YOUR TASK
Leave every picture out. Set down all the lines below exactly.

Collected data
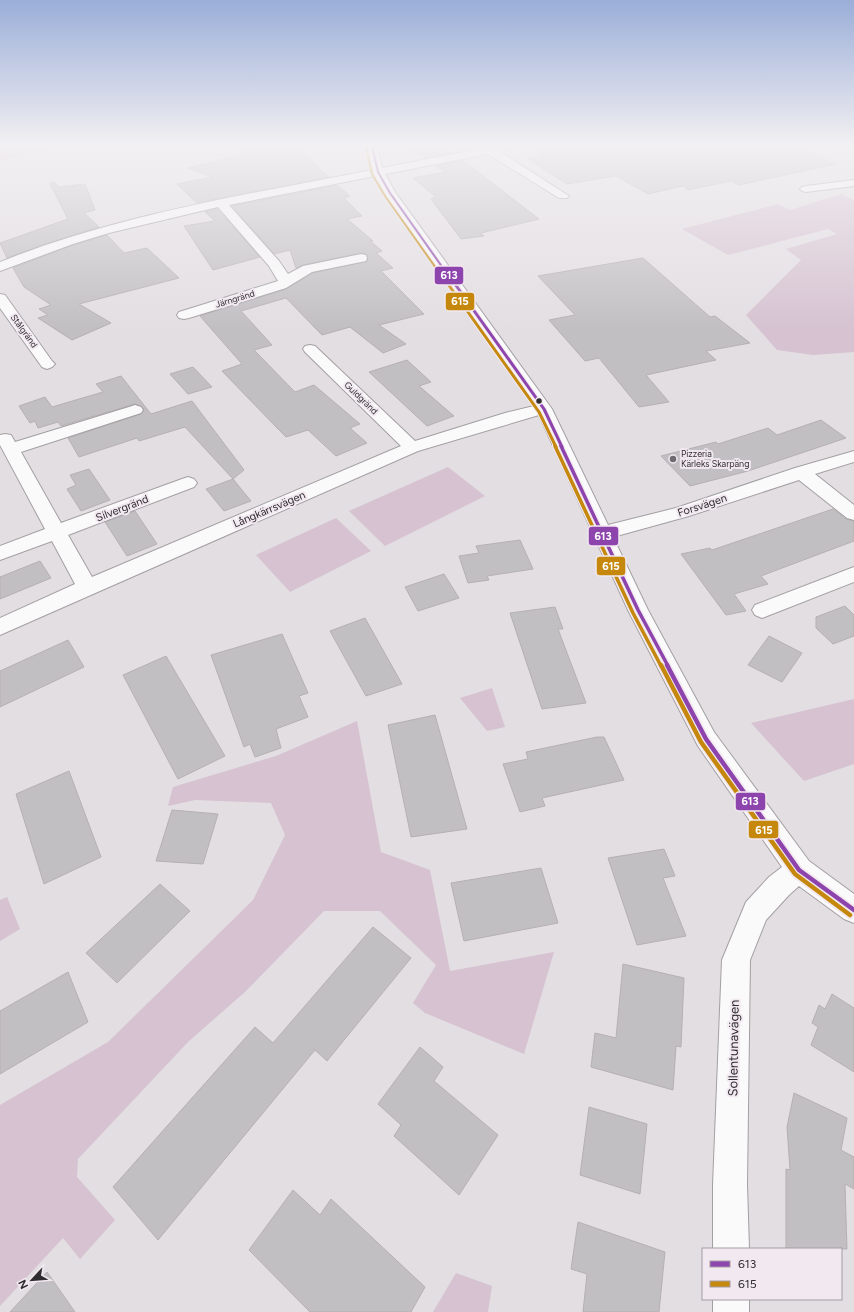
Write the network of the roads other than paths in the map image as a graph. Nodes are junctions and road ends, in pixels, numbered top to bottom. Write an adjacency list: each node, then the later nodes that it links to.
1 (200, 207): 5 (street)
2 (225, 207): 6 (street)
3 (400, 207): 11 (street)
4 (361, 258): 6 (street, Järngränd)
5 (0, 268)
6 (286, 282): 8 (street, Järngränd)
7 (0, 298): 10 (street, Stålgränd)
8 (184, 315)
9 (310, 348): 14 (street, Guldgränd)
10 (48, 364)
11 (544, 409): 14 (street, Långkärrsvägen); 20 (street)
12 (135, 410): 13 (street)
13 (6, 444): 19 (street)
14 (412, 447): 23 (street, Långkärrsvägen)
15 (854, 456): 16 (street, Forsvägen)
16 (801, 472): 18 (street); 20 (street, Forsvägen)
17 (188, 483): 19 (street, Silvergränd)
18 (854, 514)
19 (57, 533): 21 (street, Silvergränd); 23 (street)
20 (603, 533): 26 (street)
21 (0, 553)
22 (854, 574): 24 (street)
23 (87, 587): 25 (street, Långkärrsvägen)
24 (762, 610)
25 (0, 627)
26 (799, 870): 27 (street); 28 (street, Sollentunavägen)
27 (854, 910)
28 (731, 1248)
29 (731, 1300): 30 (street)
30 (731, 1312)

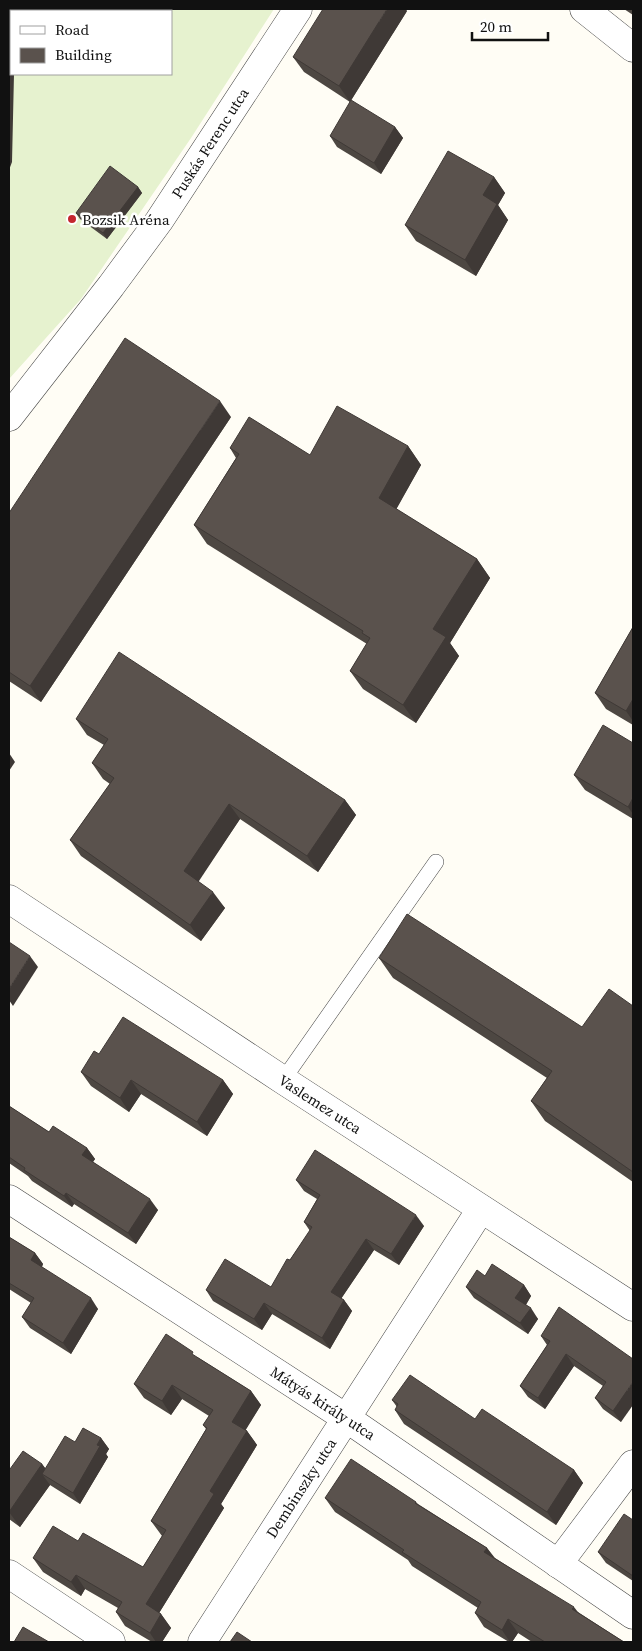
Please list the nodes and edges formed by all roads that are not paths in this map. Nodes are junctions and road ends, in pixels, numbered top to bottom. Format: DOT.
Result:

SOLUTION BELOW
Write the network of the roads other than paths in the map image as a graph. Nodes are junctions and road ends, in pixels, numbered top to bottom. Write an adjacency list: each node, then the later nodes that it links to.
1 (200, 207): 5 (street)
2 (225, 207): 6 (street)
3 (400, 207): 11 (street)
4 (361, 258): 6 (street, Järngränd)
5 (0, 268)
6 (286, 282): 8 (street, Järngränd)
7 (0, 298): 10 (street, Stålgränd)
8 (184, 315)
9 (310, 348): 14 (street, Guldgränd)
10 (48, 364)
11 (544, 409): 14 (street, Långkärrsvägen); 20 (street)
12 (135, 410): 13 (street)
13 (6, 444): 19 (street)
14 (412, 447): 23 (street, Långkärrsvägen)
15 (854, 456): 16 (street, Forsvägen)
16 (801, 472): 18 (street); 20 (street, Forsvägen)
17 (188, 483): 19 (street, Silvergränd)
18 (854, 514)
19 (57, 533): 21 (street, Silvergränd); 23 (street)
20 (603, 533): 26 (street)
21 (0, 553)
22 (854, 574): 24 (street)
23 (87, 587): 25 (street, Långkärrsvägen)
24 (762, 610)
25 (0, 627)
26 (799, 870): 27 (street); 28 (street, Sollentunavägen)
27 (854, 910)
28 (731, 1248)
29 (731, 1300): 30 (street)
30 (731, 1312)

Please list the nodes and edges formed by all roads that are not paths in this map. Nodes are junctions and road ends, in pixels, numbered top to bottom. Format: DOT.
Result:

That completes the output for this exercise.